Her lifelong career on effective communication came full circle when she was diagnosed with cancer, which she would ultimately pass away from in 2018. She shares her powerful story in a CoachX talk. Her story mirrors a story so commonly shared in my professional world, which is a patient’s voice isn’t heard and this ultimately leads to them needing to advocate fiercely for themselves to get diagnosed. She shares her story to illustrate the power of having open, honest difficult conversations that “enable us to open up our mind and heart with each other so that the right answers can emerge, and the right people can be there to help.”
It was in the difficult but honest conversations that she ended up finding out she had cancer. This led her to find a leading oncologist to treat her pancreatic cancer. But what she notes as being most important to her was not his accolades but rather his compassionate communication and his “art for connecting” with her. She also notes valuing being surrounded by family who cared and continued to have difficult conversations with her. This is every patient’s story – the true power for healing lies in the patient being heard and met with compassion.
Glaser notes that she valued these difficult conversations with both her medical team and her loved ones. This truth illustrates the reality that these types of conversations are important in every single facet and relationship in which pain and struggle exist.

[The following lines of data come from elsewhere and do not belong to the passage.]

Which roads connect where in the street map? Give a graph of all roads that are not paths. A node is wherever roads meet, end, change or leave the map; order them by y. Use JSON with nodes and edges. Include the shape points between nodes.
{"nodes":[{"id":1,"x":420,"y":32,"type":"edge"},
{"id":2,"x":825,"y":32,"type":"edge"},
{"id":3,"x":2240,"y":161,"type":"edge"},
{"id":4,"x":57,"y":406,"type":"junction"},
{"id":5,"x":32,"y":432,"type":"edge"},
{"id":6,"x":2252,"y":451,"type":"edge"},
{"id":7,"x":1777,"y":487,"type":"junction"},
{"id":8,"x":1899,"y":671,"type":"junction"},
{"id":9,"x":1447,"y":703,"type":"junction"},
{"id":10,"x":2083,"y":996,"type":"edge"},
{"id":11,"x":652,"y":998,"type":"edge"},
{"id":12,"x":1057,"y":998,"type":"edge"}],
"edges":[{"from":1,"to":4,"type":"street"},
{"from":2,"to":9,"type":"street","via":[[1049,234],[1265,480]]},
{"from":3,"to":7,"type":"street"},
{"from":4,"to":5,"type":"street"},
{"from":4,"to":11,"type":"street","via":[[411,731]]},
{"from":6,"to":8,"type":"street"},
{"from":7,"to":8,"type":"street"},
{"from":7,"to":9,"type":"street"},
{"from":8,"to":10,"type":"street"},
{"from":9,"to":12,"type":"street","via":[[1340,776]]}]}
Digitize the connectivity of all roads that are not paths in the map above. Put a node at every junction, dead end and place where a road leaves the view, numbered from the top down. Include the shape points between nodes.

Glaser’s model was so powerfully effective within organizations that she became the co-founder of the Harvard Institute of Coaching. Embedded in this coaching institute is Dr. Glaser’s groundbreaking work on how leaders can build trust and get extraordinary results within their teams. I love what the Harvard Institute of Coaching stated was at the heart of her work and mission, prior to her passing away in 2018: “to change the world ‘one conversation at a time.’ She believed asking beautiful questions and having difficult conversations can allow for deeper connections.”

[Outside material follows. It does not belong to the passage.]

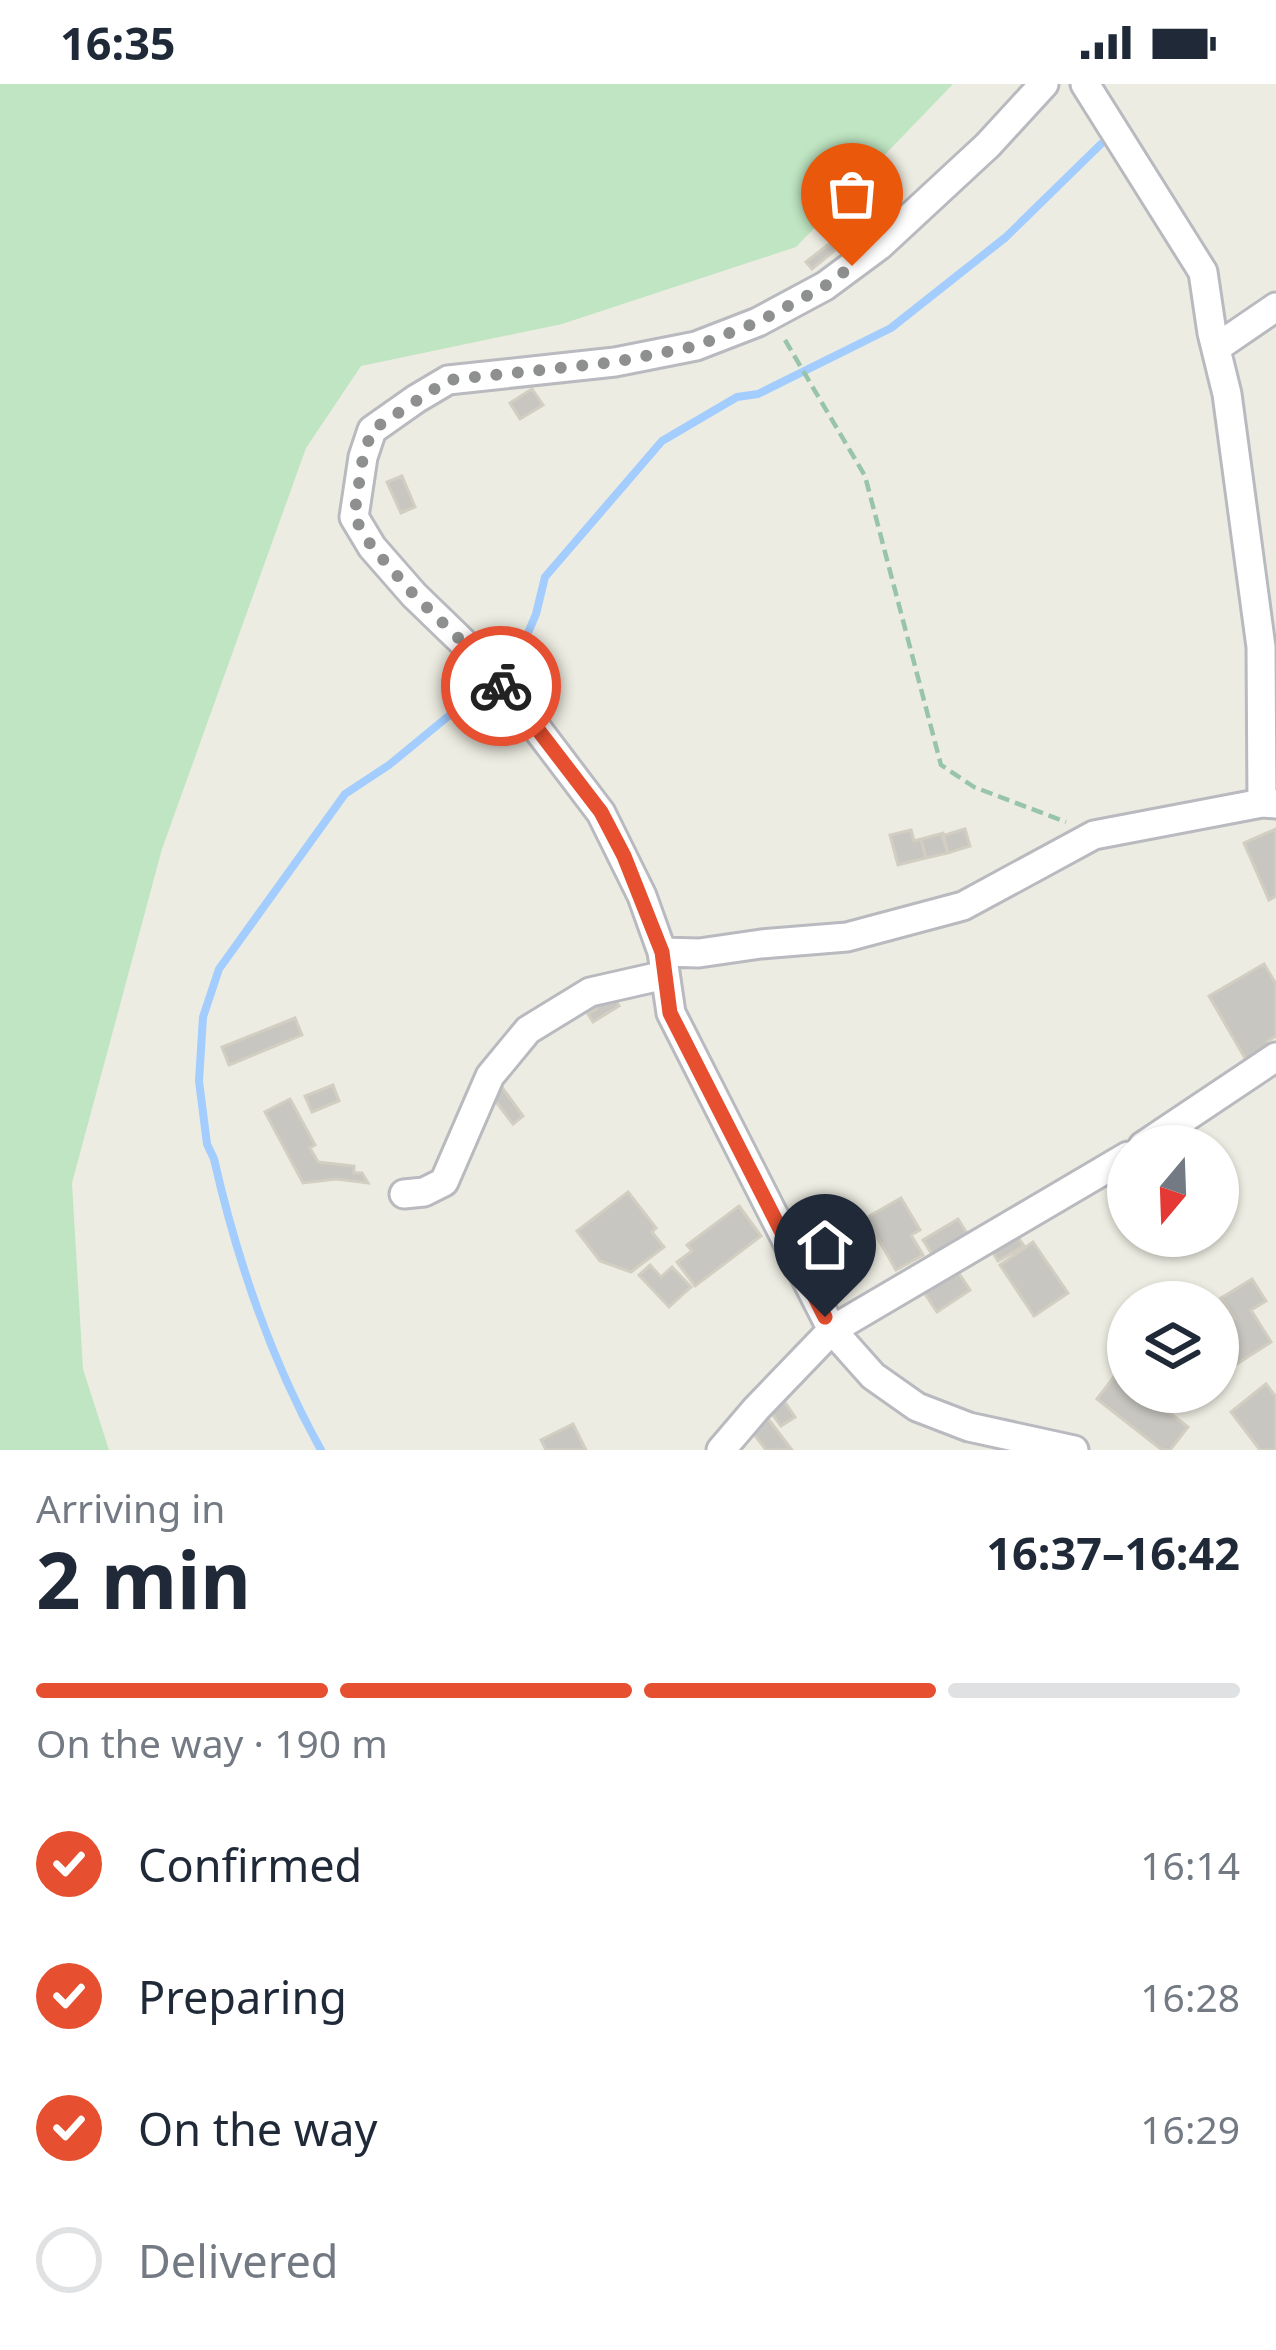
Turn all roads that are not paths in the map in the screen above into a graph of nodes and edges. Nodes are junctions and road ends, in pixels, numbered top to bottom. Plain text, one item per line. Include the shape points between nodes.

I believe this too, and science agrees. We absolutely can create a more trusting, loving, empathic world by having difficult conversations in an empathic and trusting way. If we truly enter the conversational equation thinking about the other person as an actual human being whom we care about, these difficult conversations hold the power to become life transforming. Talking to your child about gun violence becomes about acknowledging how hard it is and creating a space for them to feel safe. Talking to your employees about layoffs becomes acknowledging how stressful it is and valuing their continued presence. Talking to a dying patient becomes about acknowledging the devastation of such news while also imagining what is still possible for them in their final days.
Avoiding difficult conversations never keeps the pain away. But having positive and trusting difficult conversations finds the good in every painful space.
So ask yourself today – what difficult conversation am I not having? And how can I start that process, grounded in humility, empathy and trust?